*** DATA RECORDS Section Begins ***
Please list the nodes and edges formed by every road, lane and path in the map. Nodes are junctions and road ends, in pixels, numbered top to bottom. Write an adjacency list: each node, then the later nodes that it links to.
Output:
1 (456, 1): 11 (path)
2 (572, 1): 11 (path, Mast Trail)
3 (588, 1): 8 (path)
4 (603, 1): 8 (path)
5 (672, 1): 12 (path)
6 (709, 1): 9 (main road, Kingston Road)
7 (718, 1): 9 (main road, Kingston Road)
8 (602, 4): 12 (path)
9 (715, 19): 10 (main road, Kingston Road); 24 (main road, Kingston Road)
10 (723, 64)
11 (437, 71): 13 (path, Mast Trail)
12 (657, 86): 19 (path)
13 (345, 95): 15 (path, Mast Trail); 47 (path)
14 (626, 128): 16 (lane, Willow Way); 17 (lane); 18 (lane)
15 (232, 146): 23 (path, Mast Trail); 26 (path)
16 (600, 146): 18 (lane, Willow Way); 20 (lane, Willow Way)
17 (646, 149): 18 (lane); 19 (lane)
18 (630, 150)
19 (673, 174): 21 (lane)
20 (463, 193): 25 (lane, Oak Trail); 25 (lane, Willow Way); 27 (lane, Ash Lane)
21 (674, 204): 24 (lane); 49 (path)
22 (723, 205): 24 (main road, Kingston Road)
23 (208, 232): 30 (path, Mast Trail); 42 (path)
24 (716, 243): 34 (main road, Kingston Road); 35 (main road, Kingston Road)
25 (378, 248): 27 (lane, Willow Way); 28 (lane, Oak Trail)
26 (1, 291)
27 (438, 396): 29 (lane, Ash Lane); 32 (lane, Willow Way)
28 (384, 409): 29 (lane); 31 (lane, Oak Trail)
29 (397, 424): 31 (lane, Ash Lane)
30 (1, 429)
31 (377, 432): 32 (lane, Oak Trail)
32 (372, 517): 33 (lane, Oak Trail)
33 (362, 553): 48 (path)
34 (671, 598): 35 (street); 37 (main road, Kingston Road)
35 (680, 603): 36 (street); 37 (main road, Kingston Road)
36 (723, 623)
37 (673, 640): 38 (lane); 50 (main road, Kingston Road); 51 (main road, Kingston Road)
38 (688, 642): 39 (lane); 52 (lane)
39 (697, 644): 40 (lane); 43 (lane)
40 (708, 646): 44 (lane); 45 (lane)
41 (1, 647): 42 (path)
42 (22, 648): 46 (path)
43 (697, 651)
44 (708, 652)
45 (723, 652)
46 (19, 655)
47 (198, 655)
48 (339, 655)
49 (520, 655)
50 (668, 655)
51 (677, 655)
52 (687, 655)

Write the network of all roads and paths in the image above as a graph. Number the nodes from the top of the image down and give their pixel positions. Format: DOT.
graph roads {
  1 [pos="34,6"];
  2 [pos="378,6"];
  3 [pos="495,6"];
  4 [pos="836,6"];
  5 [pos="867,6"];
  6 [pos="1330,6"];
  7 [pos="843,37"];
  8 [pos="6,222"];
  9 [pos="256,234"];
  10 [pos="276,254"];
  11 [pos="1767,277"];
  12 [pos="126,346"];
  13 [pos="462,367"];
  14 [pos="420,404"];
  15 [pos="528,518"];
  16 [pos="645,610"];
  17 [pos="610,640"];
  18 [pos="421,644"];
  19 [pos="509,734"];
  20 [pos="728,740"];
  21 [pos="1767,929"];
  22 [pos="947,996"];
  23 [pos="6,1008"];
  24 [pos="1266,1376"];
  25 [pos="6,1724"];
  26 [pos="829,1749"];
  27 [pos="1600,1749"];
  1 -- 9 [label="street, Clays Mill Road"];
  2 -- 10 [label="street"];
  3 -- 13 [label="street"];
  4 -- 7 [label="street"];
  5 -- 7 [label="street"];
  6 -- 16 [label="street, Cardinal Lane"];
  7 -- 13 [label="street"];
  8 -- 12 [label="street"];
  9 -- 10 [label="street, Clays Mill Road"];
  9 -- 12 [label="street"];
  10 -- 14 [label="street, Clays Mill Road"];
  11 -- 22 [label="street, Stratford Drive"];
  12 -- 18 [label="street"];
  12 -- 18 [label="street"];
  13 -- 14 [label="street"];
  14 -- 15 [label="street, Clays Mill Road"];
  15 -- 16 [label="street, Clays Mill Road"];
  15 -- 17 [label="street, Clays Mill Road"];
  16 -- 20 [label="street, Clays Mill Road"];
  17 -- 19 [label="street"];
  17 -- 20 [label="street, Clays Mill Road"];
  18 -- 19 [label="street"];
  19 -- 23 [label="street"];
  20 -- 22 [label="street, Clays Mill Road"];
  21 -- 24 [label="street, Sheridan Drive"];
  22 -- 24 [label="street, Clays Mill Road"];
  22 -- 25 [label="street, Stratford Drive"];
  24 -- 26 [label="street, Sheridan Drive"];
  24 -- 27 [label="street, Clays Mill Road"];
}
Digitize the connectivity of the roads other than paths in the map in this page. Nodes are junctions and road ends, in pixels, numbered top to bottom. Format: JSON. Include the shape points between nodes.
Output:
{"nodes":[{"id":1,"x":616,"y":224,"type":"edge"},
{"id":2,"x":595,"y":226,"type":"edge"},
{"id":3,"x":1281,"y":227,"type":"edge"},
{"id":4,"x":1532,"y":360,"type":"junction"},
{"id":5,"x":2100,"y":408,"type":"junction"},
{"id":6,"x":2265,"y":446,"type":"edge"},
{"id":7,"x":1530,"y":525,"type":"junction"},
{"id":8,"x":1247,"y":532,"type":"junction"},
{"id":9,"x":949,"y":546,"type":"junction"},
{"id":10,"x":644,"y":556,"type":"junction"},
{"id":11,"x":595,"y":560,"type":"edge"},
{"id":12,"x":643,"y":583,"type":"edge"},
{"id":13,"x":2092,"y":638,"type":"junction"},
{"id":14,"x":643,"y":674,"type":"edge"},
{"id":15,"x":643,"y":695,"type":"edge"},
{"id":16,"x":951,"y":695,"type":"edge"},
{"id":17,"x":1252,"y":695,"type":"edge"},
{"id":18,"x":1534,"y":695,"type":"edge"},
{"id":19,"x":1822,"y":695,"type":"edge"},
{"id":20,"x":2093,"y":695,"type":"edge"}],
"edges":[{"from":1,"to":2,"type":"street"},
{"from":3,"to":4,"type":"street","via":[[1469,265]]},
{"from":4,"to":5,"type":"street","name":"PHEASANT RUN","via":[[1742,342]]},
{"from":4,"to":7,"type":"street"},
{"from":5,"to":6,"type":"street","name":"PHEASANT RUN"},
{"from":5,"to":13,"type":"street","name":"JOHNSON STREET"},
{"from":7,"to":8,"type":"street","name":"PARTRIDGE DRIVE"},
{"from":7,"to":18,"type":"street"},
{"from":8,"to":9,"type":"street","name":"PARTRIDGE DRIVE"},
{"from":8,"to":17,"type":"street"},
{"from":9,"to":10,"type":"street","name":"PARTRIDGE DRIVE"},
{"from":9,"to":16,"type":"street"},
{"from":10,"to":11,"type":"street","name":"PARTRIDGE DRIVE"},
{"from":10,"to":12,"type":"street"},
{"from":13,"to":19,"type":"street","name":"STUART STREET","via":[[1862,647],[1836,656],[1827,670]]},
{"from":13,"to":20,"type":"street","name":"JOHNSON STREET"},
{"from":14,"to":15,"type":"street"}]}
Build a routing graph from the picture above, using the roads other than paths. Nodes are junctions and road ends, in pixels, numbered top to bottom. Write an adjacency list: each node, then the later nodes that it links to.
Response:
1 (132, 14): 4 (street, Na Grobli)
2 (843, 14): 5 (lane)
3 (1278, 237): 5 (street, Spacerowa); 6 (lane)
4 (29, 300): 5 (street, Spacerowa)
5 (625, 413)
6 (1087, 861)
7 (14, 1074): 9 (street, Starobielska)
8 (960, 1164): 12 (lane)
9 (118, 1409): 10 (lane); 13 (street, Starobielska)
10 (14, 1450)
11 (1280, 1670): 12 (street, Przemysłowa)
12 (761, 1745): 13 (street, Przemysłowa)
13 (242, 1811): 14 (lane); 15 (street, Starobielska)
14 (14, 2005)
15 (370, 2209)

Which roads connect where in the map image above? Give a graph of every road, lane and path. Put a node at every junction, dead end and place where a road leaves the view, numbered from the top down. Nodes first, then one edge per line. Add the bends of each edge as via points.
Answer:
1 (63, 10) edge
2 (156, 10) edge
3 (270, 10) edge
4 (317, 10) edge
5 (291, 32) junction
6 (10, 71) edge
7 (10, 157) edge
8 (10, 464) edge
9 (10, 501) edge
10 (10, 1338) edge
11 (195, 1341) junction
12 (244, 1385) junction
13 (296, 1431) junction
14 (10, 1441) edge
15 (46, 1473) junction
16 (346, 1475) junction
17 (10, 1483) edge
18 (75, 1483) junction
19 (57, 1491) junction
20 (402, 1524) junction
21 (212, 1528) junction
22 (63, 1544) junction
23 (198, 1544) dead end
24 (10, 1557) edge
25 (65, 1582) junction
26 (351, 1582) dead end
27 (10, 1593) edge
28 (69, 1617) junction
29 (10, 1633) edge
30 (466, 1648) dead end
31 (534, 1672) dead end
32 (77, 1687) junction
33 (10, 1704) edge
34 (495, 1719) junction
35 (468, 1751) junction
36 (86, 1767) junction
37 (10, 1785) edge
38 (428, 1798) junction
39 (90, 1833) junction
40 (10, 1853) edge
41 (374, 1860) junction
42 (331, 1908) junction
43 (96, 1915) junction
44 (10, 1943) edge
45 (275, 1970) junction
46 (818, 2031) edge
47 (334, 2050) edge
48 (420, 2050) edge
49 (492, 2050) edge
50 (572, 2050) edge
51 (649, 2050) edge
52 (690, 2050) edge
*** DATA RECORDS Section Ends ***
Go through the records and count every line with the word "JOHNSON"; the answer is the number alone.

#### YOUR SOLUTION
2